Paul Neiffer: These Retirement Tax Laws Changes Could Affect You
As part of the government funding bill passed in December 2019, Congress elected to make several changes to the tax law. Here are the key changes and how they apply to farmers.
New Minimum Distribution Age
Farmers who have socked away funds in an individual retirement account (IRA) or other retirement plans are required to start taking certain required minimum distributions (RMD) in the year they turn 70½. They also have an option to take that distribution by April 30 of the following year, but then they must take their age 71 distribution in that year. This can create additional tax.
The new law changes this age to 72. It is much easier for taxpayers to know when farmers turn 72 versus 70½. However, this new law only applies to taxpayers who have turned 70½ after Dec. 31, 2019. If you turned 70½ in 2019, you are stuck with the old rules.
No More “Stretch” IRAs
Under the old rules, farmers who left larger retirement accounts to their children were able to “stretch” the RMD over the life of the child.
For example, suppose Farmer John passes away in 2019 and leaves his IRA to his three children ages 12, 14 and 16. They would be able to take minimum distributions over their lifetime (which could easily be 80 years or more). This would keep that income in a lower tax bracket and allow for much longer deferral of income.
The new law eliminates the ability to stretch out these distributions for longer than 10 years for most non-spousal beneficiaries. Exceptions are allowed for certain taxpayers such as disabled, terminally ill, minor children or if the beneficiary is within 10 years of the deceased taxpayer.
Congress indicated retirement plans are for retirement — not for wealth transfer. However, this is certainly changing the rules mid-stream. Farmers in lower tax brackets might want to consider Roth conversions.

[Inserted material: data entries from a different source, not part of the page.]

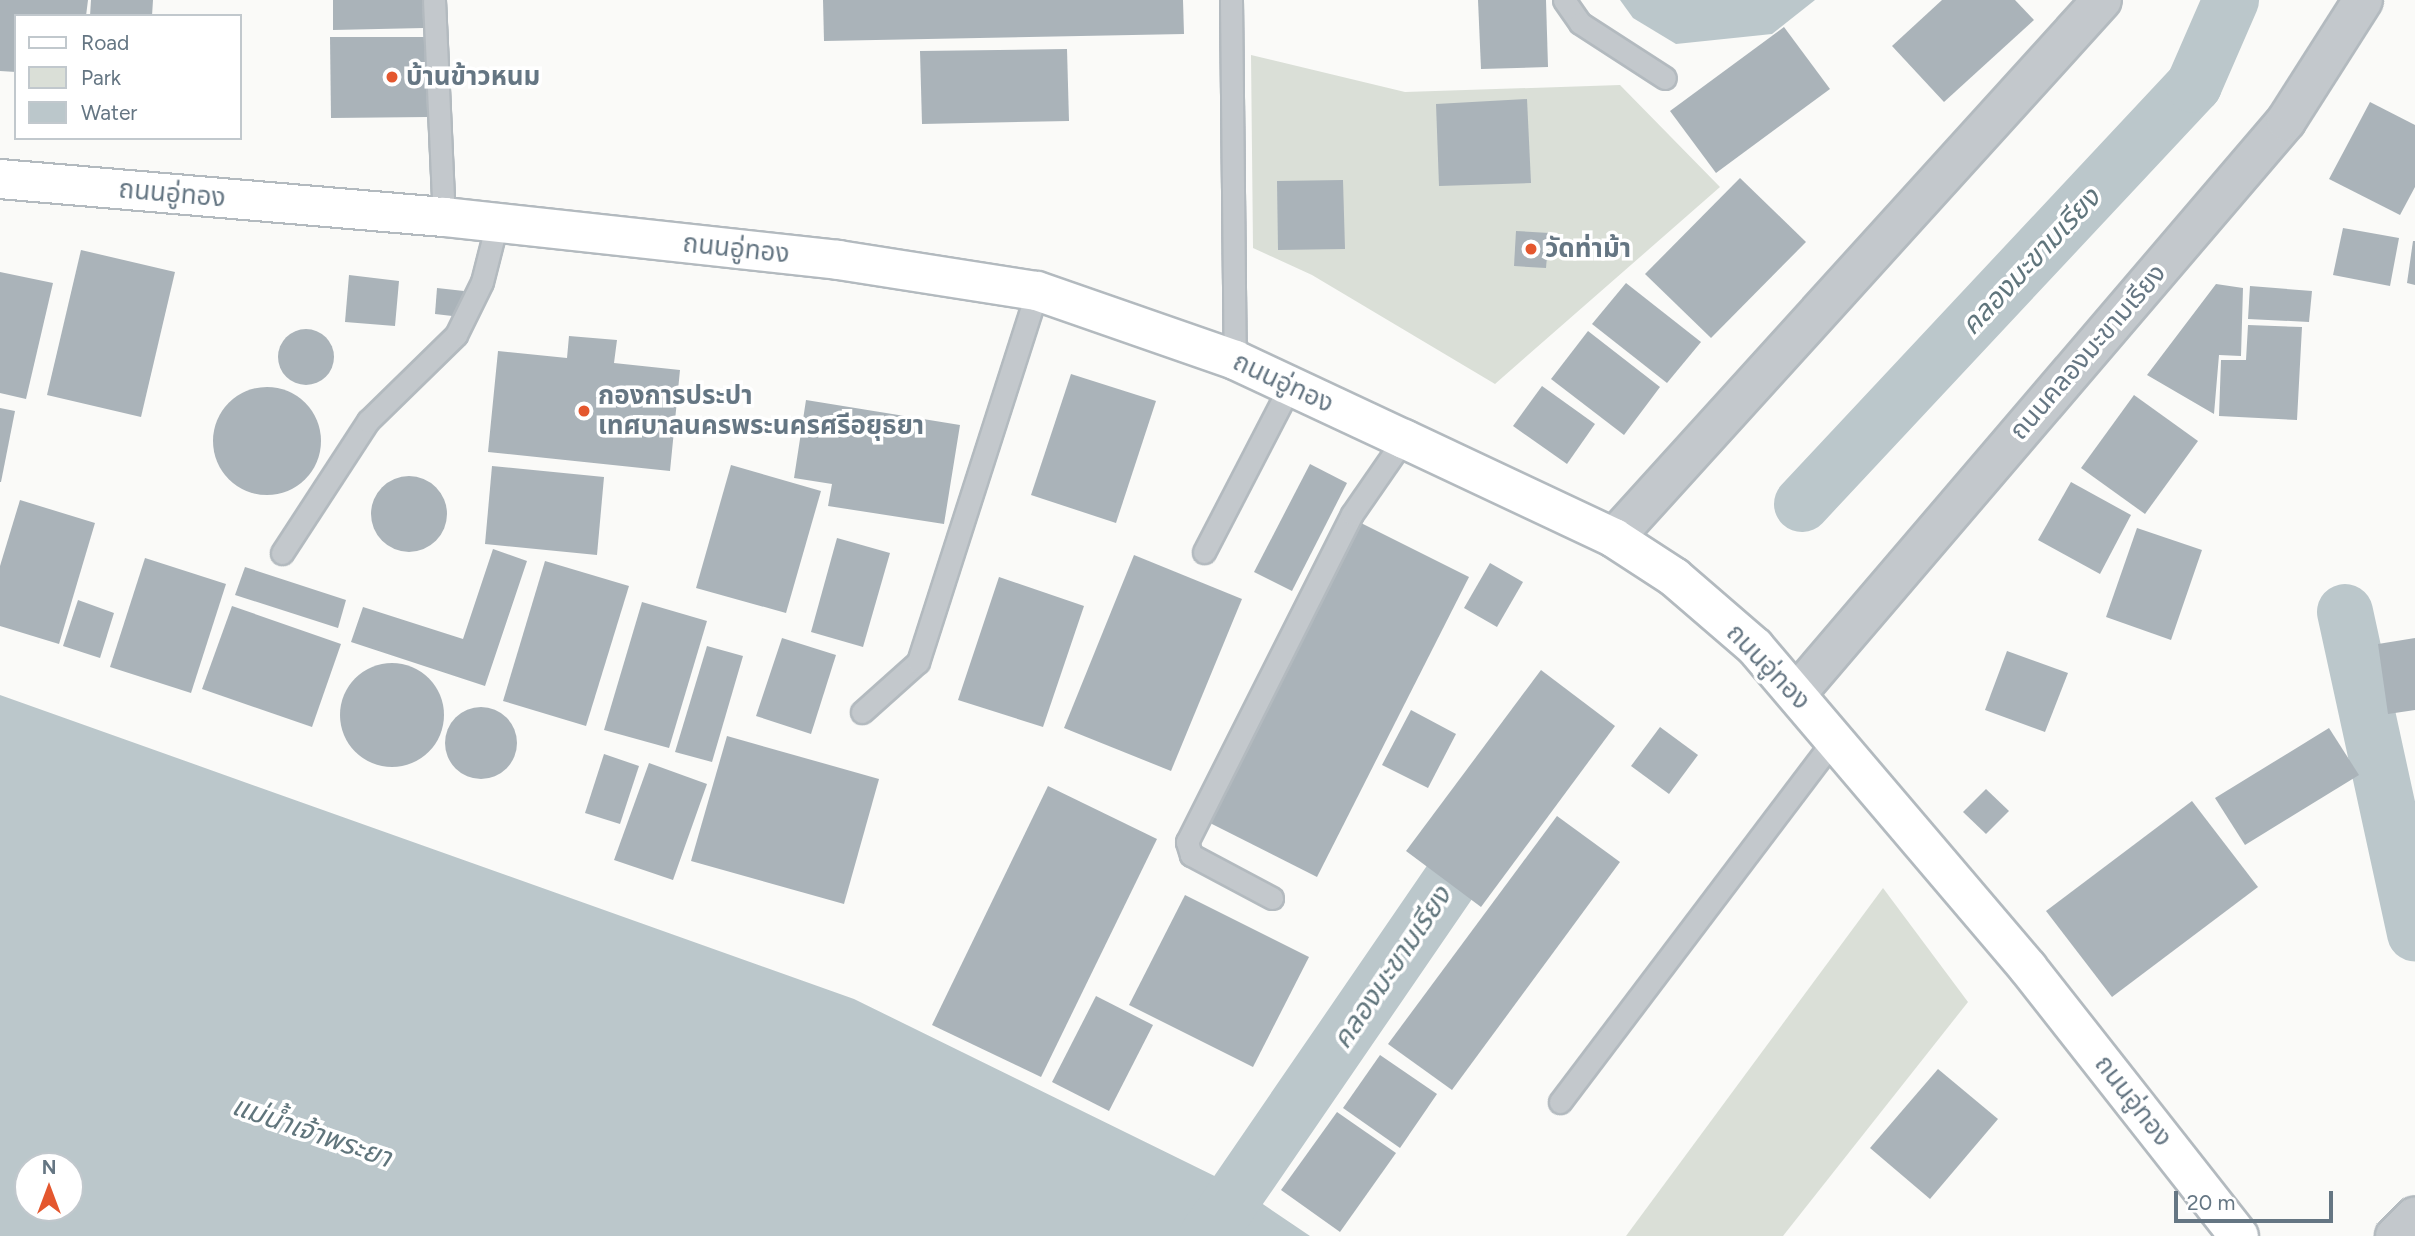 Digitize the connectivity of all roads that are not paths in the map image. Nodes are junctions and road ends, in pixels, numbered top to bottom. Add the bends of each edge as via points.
1 (434, 0) edge
2 (1231, 0) edge
3 (1564, 0) edge
4 (2102, 0) edge
5 (2363, 0) edge
6 (1665, 78) dead end
7 (0, 179) edge
8 (444, 217) junction
9 (497, 223) junction
10 (1037, 291) junction
11 (1235, 360) junction
12 (1290, 386) junction
13 (1404, 439) junction
14 (1614, 538) junction
15 (1204, 552) dead end
16 (282, 553) dead end
17 (1797, 692) junction
18 (862, 712) dead end
19 (1835, 739) junction
20 (1272, 898) dead end
21 (1560, 1102) dead end
22 (2415, 1217) edge
23 (2239, 1236) edge
24 (2395, 1236) edge

1 - 8 lane
2 - 11 lane
3 - 6 lane via 1580,23
4 - 14 street via 2082,29
5 - 17 street, ถนนคลองมะขามเรียง via 2286,121
7 - 8 main road, ถนนอู่ทอง
8 - 9 main road, ถนนอู่ทอง
9 - 10 main road, ถนนอู่ทอง via 838,260
9 - 16 lane via 482,282 456,335 368,421
10 - 11 main road, ถนนอู่ทอง
10 - 18 lane via 918,662
11 - 12 main road, ถนนอู่ทอง
12 - 13 main road, ถนนอู่ทอง
12 - 15 lane
13 - 14 main road, ถนนอู่ทอง
13 - 20 lane via 1352,514 1187,842 1191,855
14 - 17 main road, ถนนอู่ทอง via 1674,577
17 - 19 main road, ถนนอู่ทอง
19 - 21 lane
19 - 23 main road, ถนนอู่ทอง via 2028,968
22 - 24 street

If you have created trusts to receive these distributions, check with your professional adviser immediately. You might need to make some changes.
No Age Limits
Finally, Congress now allows older farmers to continue to contribute to IRAs. Under the old law, once a farmer reached age 70½, they could no longer contribute. The new law allows them to contribute at any age, as long as they have earned income.